Everything old is new again, or so they say, but I think in the case of horror films lately – everything can be recycled and repackaged for the new generation whilst attempting lip service to rope in fans of the OG; and for many horror lovers, that’s a concept that’s rotting on the vine.
Ostensibly a sequel to the original (don’t try to make the timeline or the storyline make sense, it will just hurt your brain) this sequel succumbs to the annoying trend most recently used by Scream (5) of having the same title as the far better original. Thus forcing the viewer to use the year when talking about this particular film.
So this is a review of Texas Chainsaw Massacre 2022.
This is a reboot sequel, I refuse to use the term ‘requel’ because it was invented by Scream 5, and that piece of trash does not deserve the notoriety of having created a word that is now part of the collective consciousness.

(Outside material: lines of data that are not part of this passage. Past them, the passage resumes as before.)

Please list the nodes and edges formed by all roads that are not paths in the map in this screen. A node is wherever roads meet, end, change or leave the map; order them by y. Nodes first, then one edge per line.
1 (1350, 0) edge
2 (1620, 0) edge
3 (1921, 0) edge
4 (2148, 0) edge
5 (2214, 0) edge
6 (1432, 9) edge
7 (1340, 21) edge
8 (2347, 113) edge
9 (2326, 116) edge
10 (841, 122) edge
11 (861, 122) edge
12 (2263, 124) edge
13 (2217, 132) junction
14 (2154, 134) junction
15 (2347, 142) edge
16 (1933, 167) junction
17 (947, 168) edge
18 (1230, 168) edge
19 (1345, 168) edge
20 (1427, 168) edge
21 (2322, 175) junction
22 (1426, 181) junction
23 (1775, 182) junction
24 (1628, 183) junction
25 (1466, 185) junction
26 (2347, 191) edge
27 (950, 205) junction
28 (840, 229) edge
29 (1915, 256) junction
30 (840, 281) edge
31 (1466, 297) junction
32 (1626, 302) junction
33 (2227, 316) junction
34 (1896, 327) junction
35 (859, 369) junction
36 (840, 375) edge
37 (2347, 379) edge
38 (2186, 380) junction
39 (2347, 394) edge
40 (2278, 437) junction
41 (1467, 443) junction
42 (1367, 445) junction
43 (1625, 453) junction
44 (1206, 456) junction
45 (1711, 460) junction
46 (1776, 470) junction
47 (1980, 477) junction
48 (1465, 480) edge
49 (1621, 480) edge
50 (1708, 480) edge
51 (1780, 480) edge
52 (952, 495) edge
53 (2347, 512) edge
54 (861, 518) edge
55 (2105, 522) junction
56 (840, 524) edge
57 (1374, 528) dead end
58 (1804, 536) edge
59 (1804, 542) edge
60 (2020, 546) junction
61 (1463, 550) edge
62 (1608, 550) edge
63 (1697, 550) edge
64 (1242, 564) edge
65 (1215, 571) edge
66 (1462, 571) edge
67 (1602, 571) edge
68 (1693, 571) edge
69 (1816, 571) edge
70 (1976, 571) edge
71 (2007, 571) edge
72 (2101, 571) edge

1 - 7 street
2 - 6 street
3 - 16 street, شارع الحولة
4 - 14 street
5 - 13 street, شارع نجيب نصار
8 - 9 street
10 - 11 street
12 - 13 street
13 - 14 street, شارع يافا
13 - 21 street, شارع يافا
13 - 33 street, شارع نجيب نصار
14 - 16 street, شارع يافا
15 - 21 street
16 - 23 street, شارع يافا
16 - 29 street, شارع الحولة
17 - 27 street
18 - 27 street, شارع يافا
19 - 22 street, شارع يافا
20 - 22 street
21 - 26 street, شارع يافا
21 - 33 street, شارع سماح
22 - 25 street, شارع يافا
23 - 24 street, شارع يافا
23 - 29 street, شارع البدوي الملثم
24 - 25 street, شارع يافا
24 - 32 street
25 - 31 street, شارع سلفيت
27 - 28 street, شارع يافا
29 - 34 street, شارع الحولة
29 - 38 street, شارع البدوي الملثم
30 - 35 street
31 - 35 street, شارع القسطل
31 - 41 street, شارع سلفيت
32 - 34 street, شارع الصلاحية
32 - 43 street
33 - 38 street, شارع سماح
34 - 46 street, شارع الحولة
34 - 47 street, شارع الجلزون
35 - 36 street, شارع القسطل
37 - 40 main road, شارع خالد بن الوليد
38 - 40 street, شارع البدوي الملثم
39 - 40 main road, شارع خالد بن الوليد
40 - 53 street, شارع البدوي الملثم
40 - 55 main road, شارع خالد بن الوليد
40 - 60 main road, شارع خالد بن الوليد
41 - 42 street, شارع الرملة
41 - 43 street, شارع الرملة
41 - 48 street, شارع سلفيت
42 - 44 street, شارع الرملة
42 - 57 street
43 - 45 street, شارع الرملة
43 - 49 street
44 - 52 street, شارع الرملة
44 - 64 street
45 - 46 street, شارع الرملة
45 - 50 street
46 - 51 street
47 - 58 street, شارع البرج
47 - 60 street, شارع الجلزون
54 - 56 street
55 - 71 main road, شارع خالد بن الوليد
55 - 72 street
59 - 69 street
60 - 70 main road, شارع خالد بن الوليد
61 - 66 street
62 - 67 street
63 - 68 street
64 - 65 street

I love the original Texas Chainsaw Massacre, it has so much to say about the way we treat animals, the nuclear family, mental health; it is clever in its restraint, the terror you see on the screen is visceral and real but rarely does it revel in exploitation – its truly quite the achievement. My biggest issue with all the remakes and reboots is that the screenplays always want to focus on the gore (for a film with chainsaw massacre in the title, the original actually has very little gore – a truth most of the people making the reboots/sequels ignore) and forget the social commentary that made the first film so unique and vital. This film does little to remedy that – it either heavy-handedly presents cancel culture as a thing to be snuffed out, and only lightly touches on gentrification – without taking a stand or a viewpoint on either issue – a tad cowardly in my book.
IMDB summarises this film thusly – ‘After 50 years of hiding, Leatherface returns to terrorize a group of idealistic young friends who accidentally disrupt his carefully shielded world in a remote Texas town’. This is an accurate, bare bones description of what takes place, but the questions it creates are hard to shake whilst watching the movie.
Essentially two sisters (one a victim of a school shooting tragedy) and their group of friends who oddly want to create some kind of hipster mecca in a rundown and remote Texas town, create enemies from the get-go because they are outsiders and a bit too happily positive – how dare they! After one of the friends throws his weight around a bit too much which results in an elderly ladies eviction and she passes away from an undisclosed heart condition aggravated by the stress, Leatherface (who was in her charge) becomes enraged and decides to just straight up kill everyone. Somewhere along the way a townsperson thinks to call up the original’s ’final girl’ Sally Hardesty (now played by Olwen Fouere after Marilyn Chambers passed away) who arrives to get revenge… or something. The sisters, Melody and Lila, are played by Sarah Yarkin and the talented Elsie Fisher, who definitely pull their weight and are the kind of characters I want to survive – they care about each other and fight like hell. I hated the denouement of this movie and would have enjoyed it much more had it not done such a disservice to these well-rounded characters.
The direction by David Blue Garcia is effective and does create some nice tension, I did feel quite on the edge of my seat once or twice which is not common for me. The deaths, were mostly eye-wateringly good and anatomically correct but the bus massacre was stupid and a bit too mean-spirited for my taste, we are meant to hate people just for being affluent and culturally aware now?
The big problem here is the script and the many MANY implausibilites. Starting with Leatherface himself – what happened to his family from the original? how was he hidden after the brazen attacks of the first film? and the big one – how is he running about hefting a chainsaw when he would now be in his 80s??? There is absolutely no way his body would be capable of doing the things he does here. Leatherface was always a damaged, almost sad individual who only hurt the people who kept invading his home, he didn’t go on rampages. The lack of knowledge the film-makers display about their own characters is disheartening to say the least.
Then there’s Sally – after the original films condemnation of our practice of eating meat and the terror she went through they make her a pig farmer? really? Not to mention that the character from the original was totally broken by her experiences, there’s no way she would grow up to be some kickass sexagenarian just waiting to kill him, and if she had, would she spend the whole movie just wanting him to “say my name” before she did so? And how did she not know where he was all that time when everyone is still in the same town?
For fans who had embraced the character of Sally in the original film, in all her messiness and pure terror, this new tough-talking cypher of a survivalist is pretty insulting. This would not be the natural progression of that character, it just doesn’t fit, and the obvious way they tried to shoehorn her into the narrative to pull in a crowd, is transparent and cynical.
Personally I’m tired of horror treating trauma, women’s trauma in particular, as some kind of personality trait – a character building exercise that only makes you stronger. It’s verging on suffer-porn and fetishising, and the reverence with which it is regularly presented is fairly disturbing.
This film is dumb, its bombastic and bloody and annoying in many ways, but I have to admit I had a good time with it, and I enjoyed it a lot more than the terrible Scream 5 and Halloween Kills.
With that in mind I will give it a good score. Go in expecting numbskull logic and you might enjoy it on that level.
Its crap, but its entertaining crap.